## What the exercise asks
Each line in the data holding "paths" should be listed.

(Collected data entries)
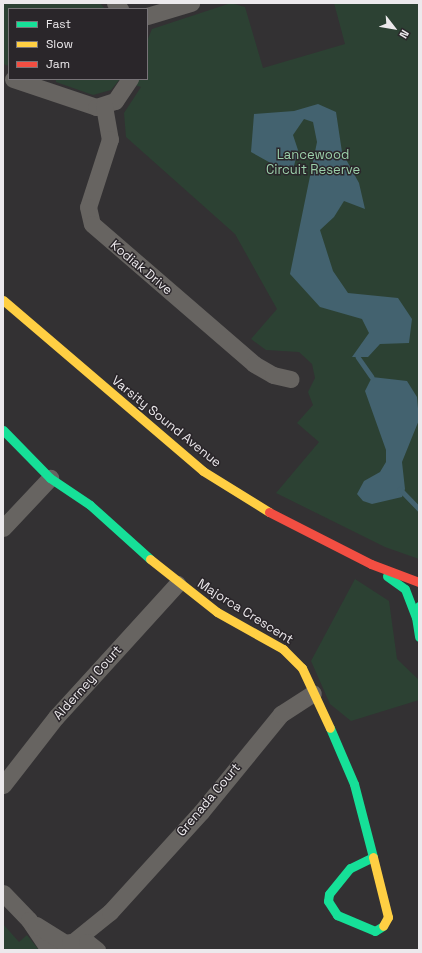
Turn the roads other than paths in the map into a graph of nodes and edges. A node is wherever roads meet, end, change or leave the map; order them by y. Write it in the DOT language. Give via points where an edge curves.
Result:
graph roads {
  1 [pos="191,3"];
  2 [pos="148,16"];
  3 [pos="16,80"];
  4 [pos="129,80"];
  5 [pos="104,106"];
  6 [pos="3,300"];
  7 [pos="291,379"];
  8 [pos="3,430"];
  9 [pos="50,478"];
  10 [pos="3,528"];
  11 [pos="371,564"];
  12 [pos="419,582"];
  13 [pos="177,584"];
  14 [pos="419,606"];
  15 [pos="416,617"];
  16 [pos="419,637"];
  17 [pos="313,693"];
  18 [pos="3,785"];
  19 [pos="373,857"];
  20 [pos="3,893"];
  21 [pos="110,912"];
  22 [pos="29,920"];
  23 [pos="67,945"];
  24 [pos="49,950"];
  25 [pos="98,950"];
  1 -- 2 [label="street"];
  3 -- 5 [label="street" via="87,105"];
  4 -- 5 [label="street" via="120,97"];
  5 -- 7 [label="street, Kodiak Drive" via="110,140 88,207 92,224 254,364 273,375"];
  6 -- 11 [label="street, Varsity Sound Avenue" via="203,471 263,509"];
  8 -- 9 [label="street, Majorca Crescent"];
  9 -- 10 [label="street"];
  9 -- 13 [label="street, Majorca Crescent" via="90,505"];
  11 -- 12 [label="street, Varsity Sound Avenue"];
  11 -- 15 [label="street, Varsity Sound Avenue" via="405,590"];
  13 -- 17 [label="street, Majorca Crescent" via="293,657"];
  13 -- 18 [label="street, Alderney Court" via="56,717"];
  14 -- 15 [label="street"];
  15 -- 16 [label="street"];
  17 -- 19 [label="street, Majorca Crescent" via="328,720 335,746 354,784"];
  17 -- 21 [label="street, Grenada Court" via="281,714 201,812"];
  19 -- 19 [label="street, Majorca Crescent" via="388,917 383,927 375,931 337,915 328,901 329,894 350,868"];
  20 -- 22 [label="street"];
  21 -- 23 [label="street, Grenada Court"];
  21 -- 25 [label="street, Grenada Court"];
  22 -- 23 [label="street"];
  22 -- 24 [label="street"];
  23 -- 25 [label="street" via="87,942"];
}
---
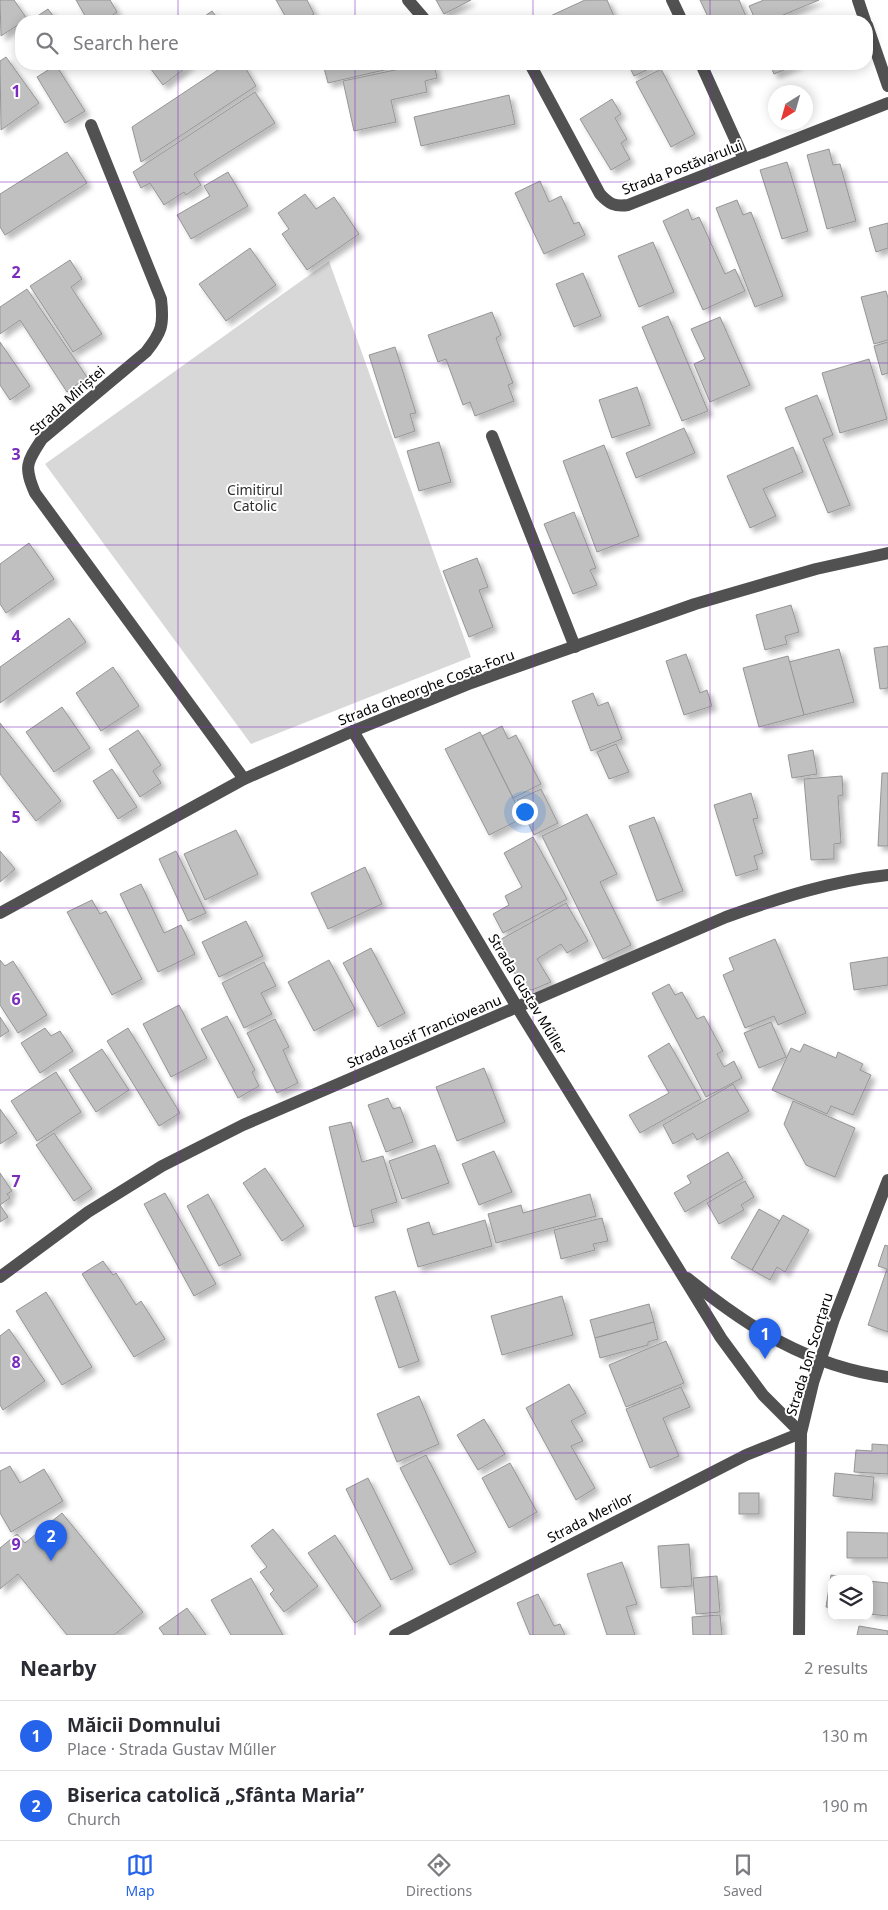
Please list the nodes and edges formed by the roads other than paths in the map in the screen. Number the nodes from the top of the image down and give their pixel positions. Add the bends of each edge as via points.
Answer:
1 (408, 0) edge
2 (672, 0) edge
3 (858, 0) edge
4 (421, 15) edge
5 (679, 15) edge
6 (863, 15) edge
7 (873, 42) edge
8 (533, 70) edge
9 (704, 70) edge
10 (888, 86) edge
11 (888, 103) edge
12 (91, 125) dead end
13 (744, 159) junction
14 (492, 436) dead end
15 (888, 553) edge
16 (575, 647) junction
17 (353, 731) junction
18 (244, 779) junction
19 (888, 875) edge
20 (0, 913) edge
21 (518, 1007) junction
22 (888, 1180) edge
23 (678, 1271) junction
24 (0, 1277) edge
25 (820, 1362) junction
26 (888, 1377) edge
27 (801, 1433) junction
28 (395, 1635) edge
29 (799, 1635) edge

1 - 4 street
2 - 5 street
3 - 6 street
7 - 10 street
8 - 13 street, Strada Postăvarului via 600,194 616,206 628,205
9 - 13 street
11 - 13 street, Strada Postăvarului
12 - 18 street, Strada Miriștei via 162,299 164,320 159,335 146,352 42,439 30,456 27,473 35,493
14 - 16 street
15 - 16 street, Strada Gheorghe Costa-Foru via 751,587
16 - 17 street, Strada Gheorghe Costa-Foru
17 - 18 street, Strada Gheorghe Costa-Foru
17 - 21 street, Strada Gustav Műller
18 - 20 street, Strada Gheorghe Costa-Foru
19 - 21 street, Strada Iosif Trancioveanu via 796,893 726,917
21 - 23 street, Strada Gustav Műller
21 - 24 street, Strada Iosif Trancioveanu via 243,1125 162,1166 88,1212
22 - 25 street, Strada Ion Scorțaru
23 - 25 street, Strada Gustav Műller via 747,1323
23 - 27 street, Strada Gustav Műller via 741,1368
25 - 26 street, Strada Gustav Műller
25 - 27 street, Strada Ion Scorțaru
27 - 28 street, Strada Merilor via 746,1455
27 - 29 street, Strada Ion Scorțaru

## Solution to this problem
Turn the roads other than paths in the map into a graph of nodes and edges. A node is wherever roads meet, end, change or leave the map; order them by y. Write it in the DOT language. Give via points where an edge curves.
Please list the nodes and edges formed by the roads other than paths in the map in the screen. Number the nodes from the top of the image down and give their pixel positions. Add the bends of each edge as via points.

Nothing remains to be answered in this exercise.